I’m not much of a computational survivalist, but I’ve come to appreciate such a perspective. It’s an efficiency/robustness trade-off, and in general I’ve come to appreciate the robustness side of such trade-offs more over time. It especially makes sense for consultants who find themselves working on someone else’s computer with no ability to install software. I’m not often in that position, but that’s kinda where I am on one project.
Example
I’m working on a project where all my work has to be done on the client’s laptop, and the laptop is locked down for security. I can’t install anything. I can request to have software installed, but it takes a long time to get approval. It’s a Windows box, and I requested a set of ports of basic Unix utilities at the beginning of the project, not knowing what I might need them for. That has turned out to be a fortunate choice on several occasions.
For example, today I needed to count how many times certain characters appear in a large text file. My first instinct was to write a Python script, but I don’t have Python. My next idea was to use grep -c
, but that would count the number of lines containing a given character, not the number of occurrences of the character per se.
I did a quick search and found a Stack Overflow question “How can I use the UNIX shell to count the number of times a letter appears in a text file?” On the nose! The top answer said to use grep -o
and pipe it to wc -l
.
The -o
option tells grep
to output the regex matches, one per line. So counting the number of lines with wc -l
gives the number of matches.
Computational minimalism
Computational minimalism is a variation on computational survivalism. Computational minimalists limit themselves to a small set of tools, maybe the same set of tools as computational survivalist, but for different reasons.
I’m more sympathetic to minimalism than survivalism. You can be more productive by learning to use a small set of tools well than by hacking away with a large set of tools you hardly know how to use. I use a lot of different applications, but not as many as I once used.
I didn’t know about the -o option but `grep … | sort | uniq -c | sort -nr` is very firmly embedded into my muscle memory.
And awk/gawk is for everything else. Unless you also have TCL.
You should have requested a go compiler at the beginning. Et viola.
I didn’t know about `-o`. That’s handy.
I think I told you about Gow years ago, and you weren’t interested. I’m glad you’ve come around. :)
That is the bioinformatician way! We stick to the unix basics because they are reliable, efficient (handy when working with huge files), work on text files and they are available on most unix machines.
to count all chars at once you can use
fold -w1 file | sort | uniq -c
Fatih: Very clever.
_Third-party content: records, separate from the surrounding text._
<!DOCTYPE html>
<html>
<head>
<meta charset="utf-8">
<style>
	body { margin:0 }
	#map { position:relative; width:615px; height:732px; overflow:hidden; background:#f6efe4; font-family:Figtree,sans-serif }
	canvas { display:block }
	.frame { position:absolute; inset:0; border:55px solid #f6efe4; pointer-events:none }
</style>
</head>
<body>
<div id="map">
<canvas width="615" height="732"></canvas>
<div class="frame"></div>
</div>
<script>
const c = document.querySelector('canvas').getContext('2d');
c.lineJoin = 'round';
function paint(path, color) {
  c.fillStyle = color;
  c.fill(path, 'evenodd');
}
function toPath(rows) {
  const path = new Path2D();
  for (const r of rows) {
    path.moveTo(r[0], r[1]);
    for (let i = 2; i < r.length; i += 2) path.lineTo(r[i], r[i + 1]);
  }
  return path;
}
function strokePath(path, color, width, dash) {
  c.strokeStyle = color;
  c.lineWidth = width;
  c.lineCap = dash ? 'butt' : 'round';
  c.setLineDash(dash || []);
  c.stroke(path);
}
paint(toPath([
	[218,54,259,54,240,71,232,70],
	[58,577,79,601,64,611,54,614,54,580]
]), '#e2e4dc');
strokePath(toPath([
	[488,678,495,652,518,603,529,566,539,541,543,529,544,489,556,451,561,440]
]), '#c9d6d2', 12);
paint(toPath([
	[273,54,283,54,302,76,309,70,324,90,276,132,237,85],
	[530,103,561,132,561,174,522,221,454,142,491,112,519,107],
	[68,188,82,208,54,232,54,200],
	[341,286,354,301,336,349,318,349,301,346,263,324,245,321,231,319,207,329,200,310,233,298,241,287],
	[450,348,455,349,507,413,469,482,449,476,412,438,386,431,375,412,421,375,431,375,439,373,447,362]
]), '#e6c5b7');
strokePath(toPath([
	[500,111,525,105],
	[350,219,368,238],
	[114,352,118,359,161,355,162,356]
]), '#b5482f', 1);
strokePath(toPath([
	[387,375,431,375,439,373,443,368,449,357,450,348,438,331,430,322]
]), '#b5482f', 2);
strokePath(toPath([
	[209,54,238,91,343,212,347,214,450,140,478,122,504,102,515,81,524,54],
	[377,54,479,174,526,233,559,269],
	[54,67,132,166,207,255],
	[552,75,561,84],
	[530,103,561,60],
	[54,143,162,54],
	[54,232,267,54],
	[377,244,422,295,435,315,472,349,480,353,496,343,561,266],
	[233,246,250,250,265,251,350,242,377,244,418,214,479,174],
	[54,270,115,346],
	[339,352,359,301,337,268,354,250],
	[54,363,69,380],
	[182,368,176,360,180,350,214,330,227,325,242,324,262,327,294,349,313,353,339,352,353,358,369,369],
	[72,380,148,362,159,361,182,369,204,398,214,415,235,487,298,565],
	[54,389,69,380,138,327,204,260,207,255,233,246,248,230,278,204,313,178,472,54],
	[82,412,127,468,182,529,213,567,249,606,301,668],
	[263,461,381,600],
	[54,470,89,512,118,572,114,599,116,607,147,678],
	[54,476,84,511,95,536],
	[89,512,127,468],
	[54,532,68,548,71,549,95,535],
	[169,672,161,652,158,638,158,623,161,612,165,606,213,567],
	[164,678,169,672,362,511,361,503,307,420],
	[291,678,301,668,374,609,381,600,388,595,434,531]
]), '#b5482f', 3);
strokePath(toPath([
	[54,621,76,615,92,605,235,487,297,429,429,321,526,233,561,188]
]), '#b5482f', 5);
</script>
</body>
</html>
I would not have thought of using fold that way.
I tend to install BusyBox on Windows: https://frippery.org/busybox/ and also the Tiny C compiler https://sourceforge.net/projects/tinycc-win32/
That gives me a UNIX environment from the 1990s (or even later) for about 2 MB (*not* GB), with most of the common utilities, including awk, plus the vi editor, also a fast ANSI C compiler (though the executables are up to two times slower than gcc-produced executables; not a real-world problem most of the time).
Well, Windows has PowerShell installed, and it is quite powerfull
Just checked and in powershell core command
> (Get-Content “.\pareto.R” | Select-String -Pattern “a” -AllMatches ).Matches.Count
produced exactly the same count (26) on both Windows 10 and Linux (ubuntu 18.04) powershell installations.